Women have done the same in my presence ever since I reached adolescence. As silly as it may be for a revolting old ghoul like myself to feel hurt by it, I've yet to acclimate to the sting of that silent rejection. It's a strange feeling, isn't it? The woman in question is healthy, attractive. She's wants nothing more than the world to notice and admire her. Yet, the moment a truly ugly man crosses the threshold into that world, it's no longer quite the beautiful place it once was. An unclean element has infiltrated and tainted it. Paradise has been lost, and our once innocent Eve suddenly feels shame and the need to cover herself. It makes sense, I suppose. The old myth was correct about the first sin being disobedience, but not in the way the story described. The very first crime was ugliness: it's very existence is an affront against a Nature that would otherwise have been perfect in its loveliness.
The sexual desire of an unattractive man is offensive in a way few things are. Not only is it a reminder of the original sin of ugliness, but it carries with it the implicit threat of its perpetuation. A woman I worked with years ago shared that she had once contemplated working as a stripper and didn't find the prospect beyond the realm of possibility. Prostitution, however, was out of the question. Not because it involved selling her body for a price, not because of the potential dangers, but simply because it may involve having sex with ugly men. Just the thought evoked a visceral sense of dread and horror in her. She was more than willing to remain with her boyfriend despite the fact she would break down into tears learning he had cheated on her yet again because, when all is said and done, he was tall and handsome. His nasty words to her may have stung, but the idea of touching a repulsive man hurt infinitely more. He may have been guilty of moral evil but, make no mistake, but the worst crime against either God or man pales in comparison to one committed against Mother Nature.
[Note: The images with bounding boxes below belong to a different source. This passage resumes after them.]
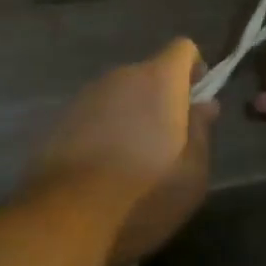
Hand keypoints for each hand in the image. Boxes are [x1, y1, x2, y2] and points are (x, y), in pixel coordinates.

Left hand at [23, 38, 219, 265]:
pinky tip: (104, 167)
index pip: (182, 49)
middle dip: (162, 98)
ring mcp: (86, 96)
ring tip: (134, 159)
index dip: (194, 69)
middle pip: (149, 73)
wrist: (67, 217)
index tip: (197, 101)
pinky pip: (94, 114)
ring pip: (120, 94)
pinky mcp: (61, 119)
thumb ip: (202, 130)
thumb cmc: (145, 194)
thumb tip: (204, 104)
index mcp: (158, 81)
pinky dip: (104, 129)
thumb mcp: (193, 173)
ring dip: (131, 114)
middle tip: (169, 141)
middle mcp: (120, 77)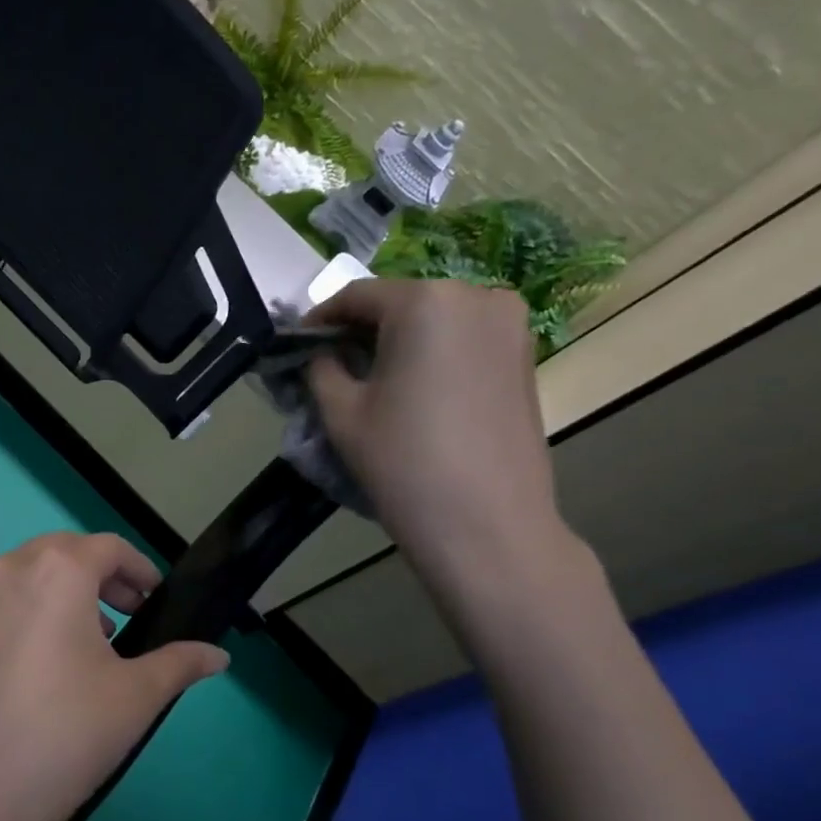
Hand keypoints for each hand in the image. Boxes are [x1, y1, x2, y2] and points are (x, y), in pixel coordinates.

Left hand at [0, 532, 228, 820]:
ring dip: (60, 595)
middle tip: (125, 618)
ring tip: (83, 645)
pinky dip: (24, 615)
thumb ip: (180, 663)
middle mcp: (4, 570)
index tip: (154, 601)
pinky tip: (36, 669)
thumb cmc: (65, 736)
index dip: (138, 569)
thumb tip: (218, 656)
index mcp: (54, 571)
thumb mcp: (135, 697)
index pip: (106, 548)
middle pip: (62, 554)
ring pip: (24, 577)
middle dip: (99, 578)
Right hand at [304, 278, 564, 580]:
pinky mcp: (524, 354)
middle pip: (398, 302)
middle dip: (359, 329)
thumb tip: (320, 352)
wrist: (487, 524)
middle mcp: (475, 295)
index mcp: (424, 300)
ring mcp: (509, 324)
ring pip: (432, 318)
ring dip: (396, 340)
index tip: (296, 347)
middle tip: (329, 364)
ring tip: (369, 378)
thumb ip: (320, 366)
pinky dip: (430, 352)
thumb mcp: (340, 411)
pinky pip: (462, 337)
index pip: (355, 296)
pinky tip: (411, 388)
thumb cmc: (404, 461)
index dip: (319, 320)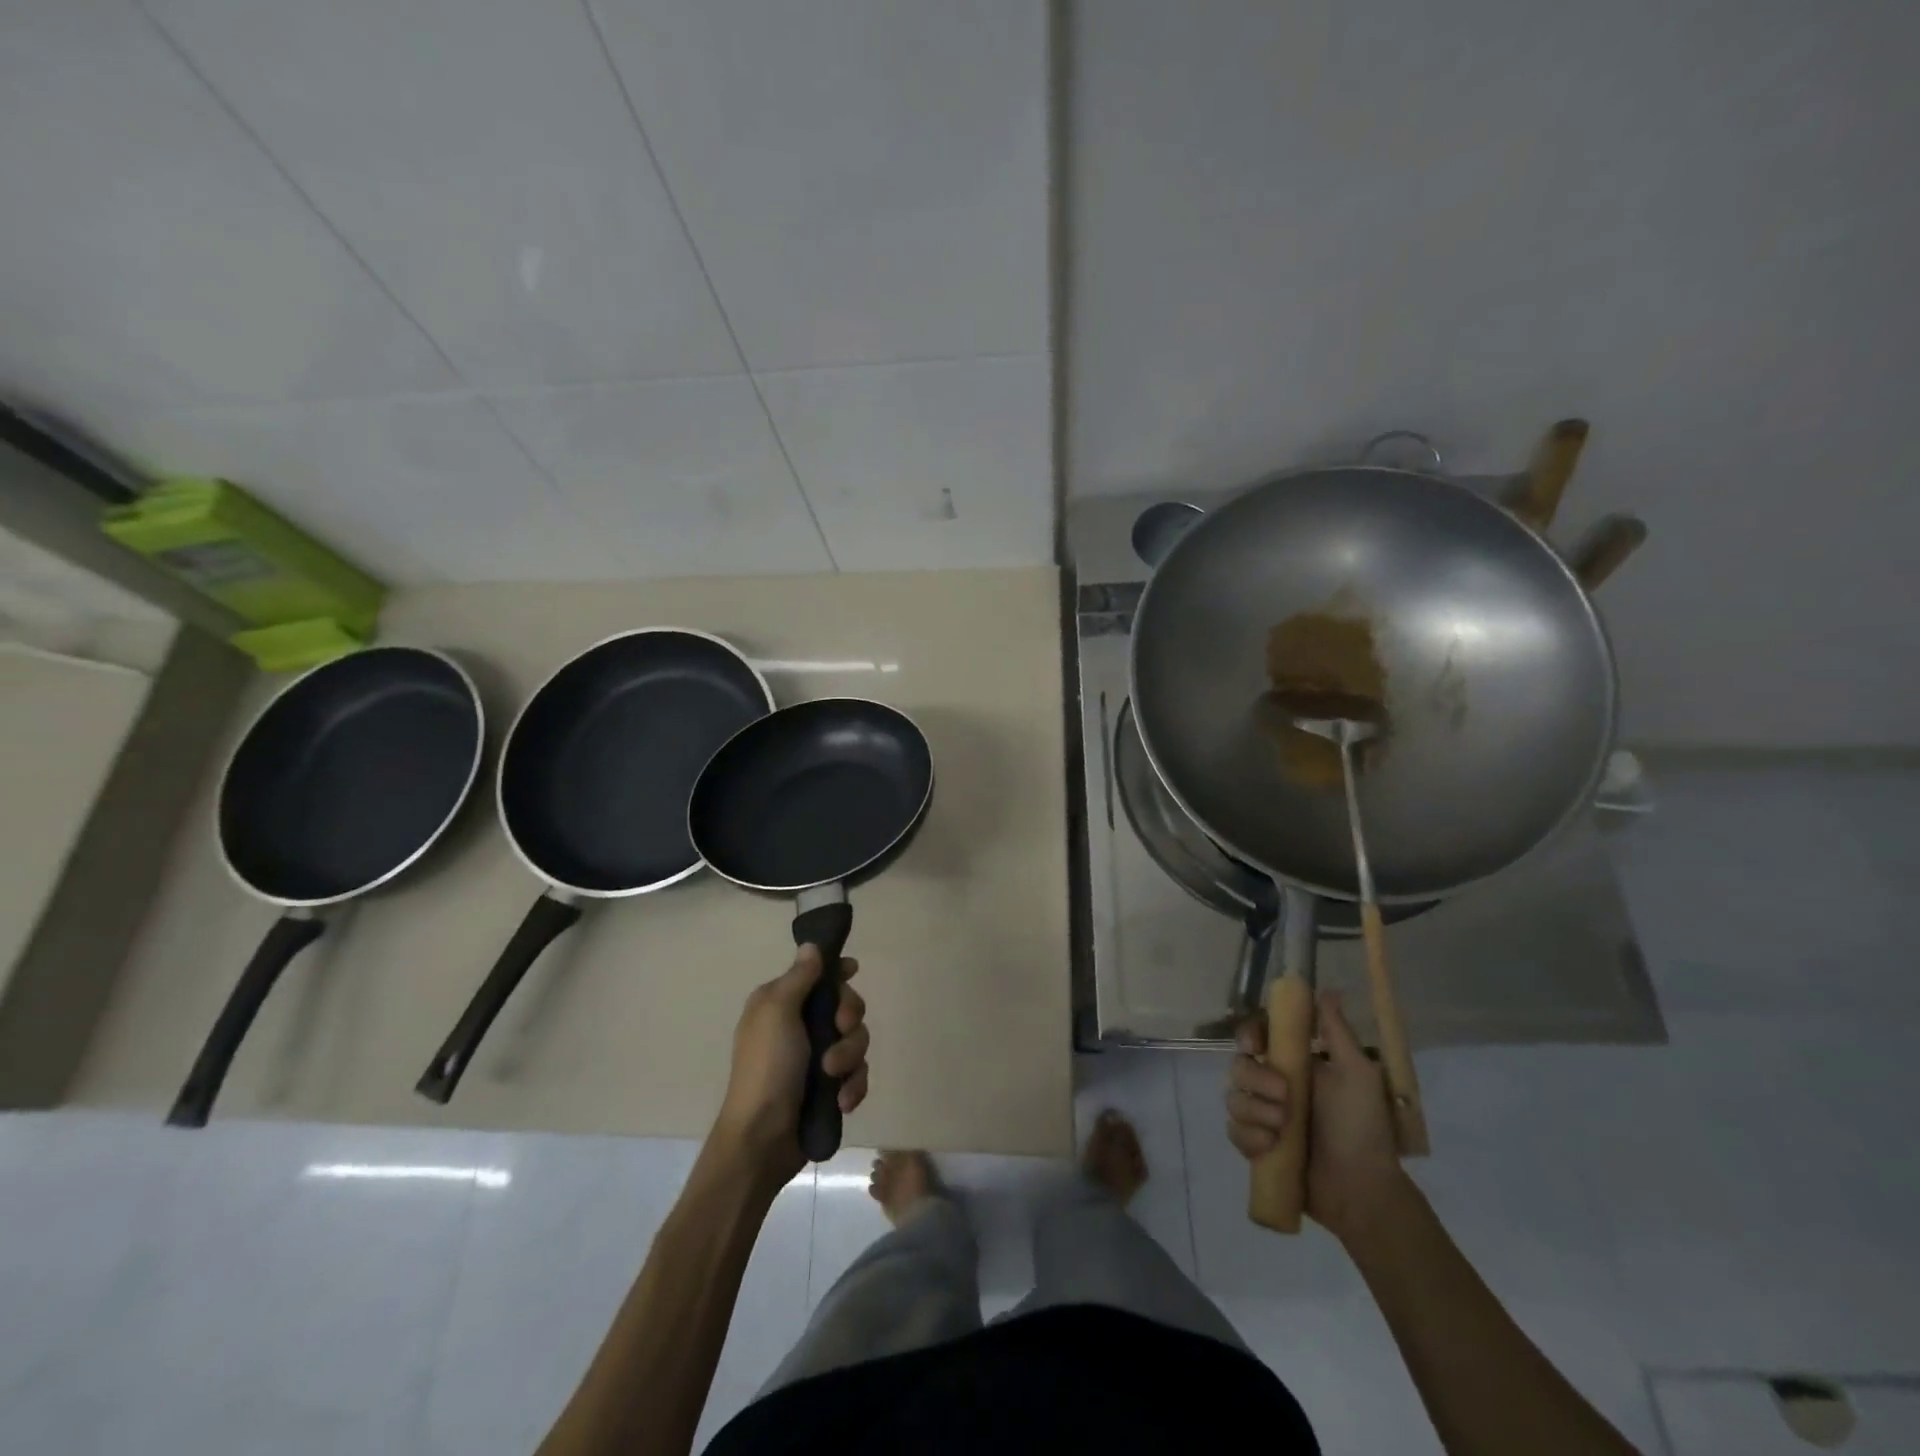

As one of those ugly men, every so often you manage to forget what you are for just a little while. You cover your mirrors like an Orthodox Jew hoping to avoid the malignant gaze of the Dead. You lock yourself away into your own little world and anesthetize yourself as you languish in your self-imposed quarantine. Sadly, every so often, you have to sneak back into the world of the living. You do your very best to slip through it unobserved but, try though you may, the inevitable happens. You cross paths with a woman and her world becomes just a little bit darker, a little bit more diseased merely because you dared inhabit it for a moment. So she buttons her shirt to conceal her cleavage, tugs it down to hide the belly she so enthusiastically displayed a second before. Even without being conscious of it, she's closed herself and the world she inhabits off from you, reminding you precisely what you are and where things like you belong. Exorcised and driven out, you clench your jaw, cast your eyes to the ground, and retreat back to the solitude you deserve: your just punishment for having rebelled against Nature by being born revolting rather than beautiful. You lock yourself back up in your tiny cell and the memory of all of those women you offended merely for existing rise up in your mind. You try to blot out their looks of hatred with either the bottle or the needle to no avail. So you close your eyes, listen to the ticking of the clock, and wait for the hangman to come and execute the death warrant Nature signed for the inexcusable crime of having drawn your very first breath.
And you take what little solace you can knowing that the moment you are dead and gone, a tiny bit of Paradise will have been regained.